Nicaraguan salpicón is simply minced meat mixed with onion, bell pepper, and lime. With just four ingredients, it's incredibly simple ... but also incredibly delicious.
My family recipe, a traditional Nicaraguan recipe, requires very little prep and cooking time. That means it's the perfect dish to make ahead, especially because it is served cold with hot white rice.
Spanish and Latin American countries each have their own version of salpicón, but they are all similar in concept — as the word salpicón means "hodgepodge" or "medley" in Spanish. Salpicon recipes from Honduras might include adding Naranja Agria (bitter orange) and garlic. In Mexico and Central America, a salpicón recipe might include avocados and serrano peppers.
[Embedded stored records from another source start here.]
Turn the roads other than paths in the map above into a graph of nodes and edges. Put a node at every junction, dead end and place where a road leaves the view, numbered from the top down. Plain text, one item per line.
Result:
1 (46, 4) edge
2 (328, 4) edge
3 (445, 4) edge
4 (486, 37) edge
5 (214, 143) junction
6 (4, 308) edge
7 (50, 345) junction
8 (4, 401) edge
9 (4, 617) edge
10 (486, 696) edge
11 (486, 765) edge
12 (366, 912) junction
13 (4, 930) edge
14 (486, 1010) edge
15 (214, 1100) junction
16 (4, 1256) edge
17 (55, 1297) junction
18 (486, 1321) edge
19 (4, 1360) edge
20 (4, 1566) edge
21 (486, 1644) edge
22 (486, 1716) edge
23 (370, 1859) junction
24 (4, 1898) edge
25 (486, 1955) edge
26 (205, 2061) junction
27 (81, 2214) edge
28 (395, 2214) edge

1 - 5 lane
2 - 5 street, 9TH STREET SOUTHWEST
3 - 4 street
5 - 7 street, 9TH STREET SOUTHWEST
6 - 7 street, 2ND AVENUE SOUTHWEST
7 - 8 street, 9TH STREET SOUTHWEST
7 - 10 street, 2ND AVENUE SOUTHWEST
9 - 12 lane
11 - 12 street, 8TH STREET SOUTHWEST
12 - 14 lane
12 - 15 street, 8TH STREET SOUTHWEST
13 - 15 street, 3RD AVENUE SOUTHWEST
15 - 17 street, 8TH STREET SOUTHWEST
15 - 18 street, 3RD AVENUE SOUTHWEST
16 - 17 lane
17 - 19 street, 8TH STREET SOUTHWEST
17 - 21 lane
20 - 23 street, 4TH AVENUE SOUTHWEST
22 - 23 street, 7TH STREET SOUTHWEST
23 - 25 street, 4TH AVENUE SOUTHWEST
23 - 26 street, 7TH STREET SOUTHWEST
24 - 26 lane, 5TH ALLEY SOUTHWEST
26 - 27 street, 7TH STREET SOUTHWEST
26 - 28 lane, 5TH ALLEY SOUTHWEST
- 1 to 2 pounds of pot roast or eye-of-round, cut into two-inch squares
- 1 medium onion (dice half and slice the other half)
- 1 large bell pepper, sliced
- 3 to 5 limes
- Salt and pepper to taste
- Place your meat in a medium saucepan. Add sliced onions and peppers, and season with salt and pepper. Add water until the meat is covered.
- Bring to a boil and then reduce to medium heat for about 20 minutes. Skim and discard any foam that forms as the meat boils. Remove the meat from the pot, but leave behind the onions and peppers and discard the cooked vegetables and liquid.
- Let meat cool for 10 minutes or so, then place meat in a food processor and pulse to grind. You might need to do this in batches depending on the size of your food processor. I have also used a handheld immersion blender and a regular blender to grind the meat.
- Transfer meat to bowl then add salt, pepper, and lime juice to taste. (I prefer to really taste the lime so I add a lot — you might like less!)
- Stir in the diced onions (or use it as a topping if you'd prefer. My son has an aversion to all onions except onion rings, so I leave the onions as a topping.)
Salpicón is traditionally served cold so I place it in the fridge until it is time to eat. The traditional way of serving is over hot rice, with a slice of lime and a corn tortilla.
One of the reasons this dish is so popular is because it is so versatile. Don't want it cold? You can fry the meat up before serving so it gets a nice crunch to it. But if you haven't had it before, I encourage you to try it cold — the mix of hot rice and cold meat is so good!
You can also use the meat as a topping on a tostada (fried tortilla) or as taco filling. My husband is eating low carb and I serve him this with cauliflower rice and sliced avocados.
No matter how we serve salpicón, it is always a hit with my family!